Start of Recorded data

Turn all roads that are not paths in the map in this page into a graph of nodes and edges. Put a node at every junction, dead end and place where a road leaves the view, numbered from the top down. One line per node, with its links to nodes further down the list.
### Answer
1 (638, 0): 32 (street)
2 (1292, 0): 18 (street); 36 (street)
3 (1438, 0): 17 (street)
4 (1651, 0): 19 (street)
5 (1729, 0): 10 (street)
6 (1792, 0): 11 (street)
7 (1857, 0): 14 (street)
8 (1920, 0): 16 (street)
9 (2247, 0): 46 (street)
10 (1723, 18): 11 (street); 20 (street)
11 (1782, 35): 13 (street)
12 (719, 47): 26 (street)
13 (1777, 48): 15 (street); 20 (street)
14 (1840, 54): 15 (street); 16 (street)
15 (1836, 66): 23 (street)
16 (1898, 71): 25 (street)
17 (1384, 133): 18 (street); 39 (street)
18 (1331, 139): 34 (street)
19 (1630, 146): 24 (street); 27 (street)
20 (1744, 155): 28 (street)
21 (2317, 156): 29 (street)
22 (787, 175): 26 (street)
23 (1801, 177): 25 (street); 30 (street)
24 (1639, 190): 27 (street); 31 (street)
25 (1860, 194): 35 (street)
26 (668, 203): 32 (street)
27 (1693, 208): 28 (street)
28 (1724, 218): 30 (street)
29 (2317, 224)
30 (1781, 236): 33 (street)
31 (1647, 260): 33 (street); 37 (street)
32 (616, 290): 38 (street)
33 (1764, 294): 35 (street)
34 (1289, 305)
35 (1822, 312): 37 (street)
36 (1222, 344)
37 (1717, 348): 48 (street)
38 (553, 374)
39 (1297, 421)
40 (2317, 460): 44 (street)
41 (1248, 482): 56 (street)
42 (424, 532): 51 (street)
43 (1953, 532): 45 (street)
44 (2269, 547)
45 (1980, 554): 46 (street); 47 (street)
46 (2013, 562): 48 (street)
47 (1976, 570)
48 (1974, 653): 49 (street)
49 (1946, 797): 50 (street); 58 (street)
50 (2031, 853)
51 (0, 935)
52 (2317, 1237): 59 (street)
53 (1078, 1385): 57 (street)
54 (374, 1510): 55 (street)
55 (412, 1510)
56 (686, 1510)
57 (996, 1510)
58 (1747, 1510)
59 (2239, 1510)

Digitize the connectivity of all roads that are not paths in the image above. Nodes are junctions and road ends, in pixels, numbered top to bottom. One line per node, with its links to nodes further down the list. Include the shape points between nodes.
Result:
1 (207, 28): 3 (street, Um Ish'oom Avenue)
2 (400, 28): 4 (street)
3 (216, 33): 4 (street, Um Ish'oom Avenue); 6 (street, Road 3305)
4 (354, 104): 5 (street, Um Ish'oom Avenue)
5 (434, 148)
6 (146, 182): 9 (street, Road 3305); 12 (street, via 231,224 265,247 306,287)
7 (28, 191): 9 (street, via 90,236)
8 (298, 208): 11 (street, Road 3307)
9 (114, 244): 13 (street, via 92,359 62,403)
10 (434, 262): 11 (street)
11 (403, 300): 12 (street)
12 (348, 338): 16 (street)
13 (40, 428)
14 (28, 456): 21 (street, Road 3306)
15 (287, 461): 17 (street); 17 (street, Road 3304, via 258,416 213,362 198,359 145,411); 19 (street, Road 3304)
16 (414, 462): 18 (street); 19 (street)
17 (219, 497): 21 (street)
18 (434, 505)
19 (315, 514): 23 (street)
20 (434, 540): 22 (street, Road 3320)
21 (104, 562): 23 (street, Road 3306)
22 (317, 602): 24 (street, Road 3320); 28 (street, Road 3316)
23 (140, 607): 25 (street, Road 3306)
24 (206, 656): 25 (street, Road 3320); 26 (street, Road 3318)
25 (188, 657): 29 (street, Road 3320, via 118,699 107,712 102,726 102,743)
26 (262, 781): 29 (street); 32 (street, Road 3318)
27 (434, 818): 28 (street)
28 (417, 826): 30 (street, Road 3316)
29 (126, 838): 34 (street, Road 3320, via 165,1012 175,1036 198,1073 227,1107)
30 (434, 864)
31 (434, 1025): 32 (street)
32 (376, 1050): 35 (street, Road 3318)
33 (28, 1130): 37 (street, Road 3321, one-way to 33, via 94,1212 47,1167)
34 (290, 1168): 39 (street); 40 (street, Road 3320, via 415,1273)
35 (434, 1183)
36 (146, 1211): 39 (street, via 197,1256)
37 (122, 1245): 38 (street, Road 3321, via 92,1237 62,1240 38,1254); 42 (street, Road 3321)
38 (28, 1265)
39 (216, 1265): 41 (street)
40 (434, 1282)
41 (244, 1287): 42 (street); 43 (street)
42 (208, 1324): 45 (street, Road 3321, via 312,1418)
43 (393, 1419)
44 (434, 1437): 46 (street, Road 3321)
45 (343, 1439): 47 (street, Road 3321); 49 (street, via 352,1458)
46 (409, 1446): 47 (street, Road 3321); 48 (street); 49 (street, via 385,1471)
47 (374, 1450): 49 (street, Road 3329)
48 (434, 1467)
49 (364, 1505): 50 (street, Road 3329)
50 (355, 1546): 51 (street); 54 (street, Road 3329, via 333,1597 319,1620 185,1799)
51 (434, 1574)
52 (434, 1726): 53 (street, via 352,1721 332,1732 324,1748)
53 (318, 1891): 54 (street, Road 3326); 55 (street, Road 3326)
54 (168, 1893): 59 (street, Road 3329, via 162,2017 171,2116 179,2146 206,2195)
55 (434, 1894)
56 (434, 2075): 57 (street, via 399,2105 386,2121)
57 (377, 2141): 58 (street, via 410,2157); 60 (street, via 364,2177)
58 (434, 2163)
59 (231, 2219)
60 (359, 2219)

End of Recorded data

▸ **Assignment**
Scan the lines above for "nodes", then copy every one that has it.

▸ **Answer section**
Turn all roads that are not paths in the map in this page into a graph of nodes and edges. Put a node at every junction, dead end and place where a road leaves the view, numbered from the top down. One line per node, with its links to nodes further down the list.
Digitize the connectivity of all roads that are not paths in the image above. Nodes are junctions and road ends, in pixels, numbered top to bottom. One line per node, with its links to nodes further down the list. Include the shape points between nodes.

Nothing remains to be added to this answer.